Curve Finance suffered a frontend attack on Tuesday, forcing the decentralized exchange to take a closer look at the hack. The post-mortem revealed that the exploit was a ‘cache poisoning’ act specific to the domain name system (DNS). Simply put, this attack was all about compromising the DNS cache—ensuring that the web browser returns incorrect responses.
The attack led to a loss of about $570,000 in ETH. On Thursday, Curve Finance put out a tweet, suggesting users move to Ethereum Name Service (ENS) domains instead of sticking with DNS. Curve also referred to ENS as DNS’s crypto equivalent.
No one on the web is 100% safe from these of attacks.
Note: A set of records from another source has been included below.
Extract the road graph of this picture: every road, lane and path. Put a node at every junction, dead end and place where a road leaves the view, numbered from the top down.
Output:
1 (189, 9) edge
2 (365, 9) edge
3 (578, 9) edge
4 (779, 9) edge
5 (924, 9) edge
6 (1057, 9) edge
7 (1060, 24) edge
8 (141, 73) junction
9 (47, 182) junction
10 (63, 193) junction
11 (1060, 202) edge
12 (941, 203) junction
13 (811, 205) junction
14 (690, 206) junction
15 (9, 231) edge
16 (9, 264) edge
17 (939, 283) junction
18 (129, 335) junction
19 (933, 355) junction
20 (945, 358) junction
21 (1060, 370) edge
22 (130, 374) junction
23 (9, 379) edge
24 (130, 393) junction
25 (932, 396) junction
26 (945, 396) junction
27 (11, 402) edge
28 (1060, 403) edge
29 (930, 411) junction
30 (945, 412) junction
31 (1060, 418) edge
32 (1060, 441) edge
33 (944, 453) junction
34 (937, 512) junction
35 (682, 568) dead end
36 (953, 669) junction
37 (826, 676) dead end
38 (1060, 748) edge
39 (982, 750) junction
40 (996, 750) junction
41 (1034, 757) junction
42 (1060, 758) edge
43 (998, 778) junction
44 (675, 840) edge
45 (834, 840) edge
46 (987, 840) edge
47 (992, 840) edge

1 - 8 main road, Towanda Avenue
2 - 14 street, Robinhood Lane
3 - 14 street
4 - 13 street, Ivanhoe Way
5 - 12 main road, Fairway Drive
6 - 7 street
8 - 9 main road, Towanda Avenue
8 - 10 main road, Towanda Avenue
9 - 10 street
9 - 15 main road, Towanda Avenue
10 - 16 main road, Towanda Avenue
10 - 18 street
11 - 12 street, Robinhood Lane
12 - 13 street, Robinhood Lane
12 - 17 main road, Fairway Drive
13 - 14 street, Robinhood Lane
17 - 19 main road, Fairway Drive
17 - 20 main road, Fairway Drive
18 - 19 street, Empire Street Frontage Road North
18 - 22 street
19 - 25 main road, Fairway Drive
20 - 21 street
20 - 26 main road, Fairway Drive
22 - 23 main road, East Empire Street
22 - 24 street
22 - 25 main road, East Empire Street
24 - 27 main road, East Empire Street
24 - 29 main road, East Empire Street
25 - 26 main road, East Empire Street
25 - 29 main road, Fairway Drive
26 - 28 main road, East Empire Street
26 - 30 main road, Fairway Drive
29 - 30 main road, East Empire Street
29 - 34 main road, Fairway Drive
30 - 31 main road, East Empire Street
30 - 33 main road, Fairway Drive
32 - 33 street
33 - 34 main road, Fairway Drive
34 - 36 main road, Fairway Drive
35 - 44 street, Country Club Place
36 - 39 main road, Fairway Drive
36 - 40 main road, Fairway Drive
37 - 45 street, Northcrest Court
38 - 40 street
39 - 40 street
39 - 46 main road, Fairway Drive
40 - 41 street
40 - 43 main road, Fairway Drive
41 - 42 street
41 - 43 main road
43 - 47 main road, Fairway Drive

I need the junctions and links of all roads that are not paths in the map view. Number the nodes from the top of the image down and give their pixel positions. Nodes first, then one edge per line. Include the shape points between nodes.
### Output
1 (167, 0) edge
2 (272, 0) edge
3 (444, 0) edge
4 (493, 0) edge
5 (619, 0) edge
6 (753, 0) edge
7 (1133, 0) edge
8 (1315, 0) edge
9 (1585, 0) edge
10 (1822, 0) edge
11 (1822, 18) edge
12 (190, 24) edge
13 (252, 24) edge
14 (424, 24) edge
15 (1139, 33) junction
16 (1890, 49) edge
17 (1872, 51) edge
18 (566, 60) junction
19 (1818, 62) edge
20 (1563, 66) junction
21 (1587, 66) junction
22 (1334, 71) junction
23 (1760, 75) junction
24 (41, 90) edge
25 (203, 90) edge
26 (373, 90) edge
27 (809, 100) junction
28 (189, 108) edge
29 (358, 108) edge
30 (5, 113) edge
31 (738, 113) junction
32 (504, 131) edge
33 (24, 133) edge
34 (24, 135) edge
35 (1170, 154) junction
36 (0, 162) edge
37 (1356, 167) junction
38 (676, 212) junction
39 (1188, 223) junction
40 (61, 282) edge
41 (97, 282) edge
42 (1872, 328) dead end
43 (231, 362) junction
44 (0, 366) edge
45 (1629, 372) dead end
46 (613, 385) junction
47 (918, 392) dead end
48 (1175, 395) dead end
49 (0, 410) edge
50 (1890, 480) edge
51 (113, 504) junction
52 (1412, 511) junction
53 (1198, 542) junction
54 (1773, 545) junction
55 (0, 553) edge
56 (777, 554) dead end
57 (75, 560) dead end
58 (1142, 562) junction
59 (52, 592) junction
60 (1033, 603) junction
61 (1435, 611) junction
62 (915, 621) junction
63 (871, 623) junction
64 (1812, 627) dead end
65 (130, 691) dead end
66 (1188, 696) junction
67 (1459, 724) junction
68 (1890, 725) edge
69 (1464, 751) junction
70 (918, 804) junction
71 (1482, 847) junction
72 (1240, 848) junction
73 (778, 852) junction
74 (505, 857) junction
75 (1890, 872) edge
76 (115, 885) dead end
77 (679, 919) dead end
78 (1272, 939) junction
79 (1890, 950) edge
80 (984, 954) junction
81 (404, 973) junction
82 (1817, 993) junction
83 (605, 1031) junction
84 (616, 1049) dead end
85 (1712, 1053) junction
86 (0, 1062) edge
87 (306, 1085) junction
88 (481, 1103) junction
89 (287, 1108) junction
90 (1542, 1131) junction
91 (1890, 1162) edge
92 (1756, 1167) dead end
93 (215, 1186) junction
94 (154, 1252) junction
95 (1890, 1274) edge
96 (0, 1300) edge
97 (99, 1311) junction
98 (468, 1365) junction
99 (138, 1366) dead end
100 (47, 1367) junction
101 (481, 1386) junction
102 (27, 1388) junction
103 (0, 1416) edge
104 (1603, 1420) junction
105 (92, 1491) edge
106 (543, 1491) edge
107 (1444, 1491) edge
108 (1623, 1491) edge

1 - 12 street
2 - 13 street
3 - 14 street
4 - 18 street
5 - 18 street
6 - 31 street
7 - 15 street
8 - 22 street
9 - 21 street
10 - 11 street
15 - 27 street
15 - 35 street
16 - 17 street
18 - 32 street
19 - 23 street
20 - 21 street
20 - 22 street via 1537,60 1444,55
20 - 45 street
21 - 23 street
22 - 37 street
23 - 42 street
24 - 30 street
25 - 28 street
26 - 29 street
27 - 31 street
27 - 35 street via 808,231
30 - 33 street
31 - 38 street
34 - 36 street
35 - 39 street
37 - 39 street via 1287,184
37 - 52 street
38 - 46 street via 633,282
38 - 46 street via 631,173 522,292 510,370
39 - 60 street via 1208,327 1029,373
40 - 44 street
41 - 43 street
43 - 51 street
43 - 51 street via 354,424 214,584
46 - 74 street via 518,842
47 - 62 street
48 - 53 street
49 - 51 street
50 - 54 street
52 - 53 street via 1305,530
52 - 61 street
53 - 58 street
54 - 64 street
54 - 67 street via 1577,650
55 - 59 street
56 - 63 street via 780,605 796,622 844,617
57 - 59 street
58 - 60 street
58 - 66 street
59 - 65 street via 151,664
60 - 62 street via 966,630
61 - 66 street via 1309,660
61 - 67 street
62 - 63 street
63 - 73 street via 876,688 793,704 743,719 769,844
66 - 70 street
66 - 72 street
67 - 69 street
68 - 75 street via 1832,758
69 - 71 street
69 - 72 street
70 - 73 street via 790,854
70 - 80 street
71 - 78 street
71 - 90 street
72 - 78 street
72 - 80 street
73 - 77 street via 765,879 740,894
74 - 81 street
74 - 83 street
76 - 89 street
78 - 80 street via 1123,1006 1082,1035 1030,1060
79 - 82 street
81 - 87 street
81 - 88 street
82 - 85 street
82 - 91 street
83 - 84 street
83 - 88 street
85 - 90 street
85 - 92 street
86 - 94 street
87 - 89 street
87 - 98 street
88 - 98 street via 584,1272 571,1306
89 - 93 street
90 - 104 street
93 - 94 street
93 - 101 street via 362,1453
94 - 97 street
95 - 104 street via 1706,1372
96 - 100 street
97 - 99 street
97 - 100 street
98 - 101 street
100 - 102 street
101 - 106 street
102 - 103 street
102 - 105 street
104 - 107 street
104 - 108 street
What has happened STRONGLY suggests to start moving to ENS instead of DNS
— Curve Finance (@CurveFinance) August 10, 2022
On the other hand, the popularity of ENS domains has been growing steadily as the merge approaches. In July alone, nearly 1.8 million ENS (.eth) domains were bought. ENS.eth (the official ENS page) reported the following stats for July:
- 378K new registrations
- 5,400 ETH in terms of revenue
- 48K new .eth accounts (excluding renewals)
With Curve batting for ENS domains as a safeguard against front-end hacks, we can expect .eth to soar even higher. Tried and tested over time, this domain-specific service relevant to the Ethereum ecosystem is far more resilient to front-end attacks such as the one experienced by Curve.Finance.